• **Data excerpts**
————

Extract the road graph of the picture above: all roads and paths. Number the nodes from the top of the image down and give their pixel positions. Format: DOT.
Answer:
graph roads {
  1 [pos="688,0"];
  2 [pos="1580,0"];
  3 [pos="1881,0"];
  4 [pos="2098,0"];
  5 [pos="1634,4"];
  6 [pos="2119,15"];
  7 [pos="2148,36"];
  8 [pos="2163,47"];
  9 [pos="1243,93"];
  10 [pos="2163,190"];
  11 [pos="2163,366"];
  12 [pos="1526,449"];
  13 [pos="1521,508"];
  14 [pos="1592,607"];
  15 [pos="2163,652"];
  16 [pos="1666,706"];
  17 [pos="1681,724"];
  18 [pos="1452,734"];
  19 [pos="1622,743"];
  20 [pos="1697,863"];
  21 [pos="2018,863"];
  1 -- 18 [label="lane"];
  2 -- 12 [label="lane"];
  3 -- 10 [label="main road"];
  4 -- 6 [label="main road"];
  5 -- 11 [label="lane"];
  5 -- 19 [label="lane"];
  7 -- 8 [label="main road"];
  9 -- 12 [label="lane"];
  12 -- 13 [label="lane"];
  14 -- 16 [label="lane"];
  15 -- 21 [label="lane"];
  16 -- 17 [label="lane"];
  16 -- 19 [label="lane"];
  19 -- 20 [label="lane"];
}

————

• **Description of the task**
The answer must restate all of the entries exactly.

• **Output for this task**
Extract the road graph of the picture above: all roads and paths. Number the nodes from the top of the image down and give their pixel positions. Format: DOT.
Answer:
graph roads {
  1 [pos="688,0"];
  2 [pos="1580,0"];
  3 [pos="1881,0"];
  4 [pos="2098,0"];
  5 [pos="1634,4"];
  6 [pos="2119,15"];
  7 [pos="2148,36"];
  8 [pos="2163,47"];
  9 [pos="1243,93"];
  10 [pos="2163,190"];
  11 [pos="2163,366"];
  12 [pos="1526,449"];
  13 [pos="1521,508"];
  14 [pos="1592,607"];
  15 [pos="2163,652"];
  16 [pos="1666,706"];
  17 [pos="1681,724"];
  18 [pos="1452,734"];
  19 [pos="1622,743"];
  20 [pos="1697,863"];
  21 [pos="2018,863"];
  1 -- 18 [label="lane"];
  2 -- 12 [label="lane"];
  3 -- 10 [label="main road"];
  4 -- 6 [label="main road"];
  5 -- 11 [label="lane"];
  5 -- 19 [label="lane"];
  7 -- 8 [label="main road"];
  9 -- 12 [label="lane"];
  12 -- 13 [label="lane"];
  14 -- 16 [label="lane"];
  15 -- 21 [label="lane"];
  16 -- 17 [label="lane"];
  16 -- 19 [label="lane"];
  19 -- 20 [label="lane"];
}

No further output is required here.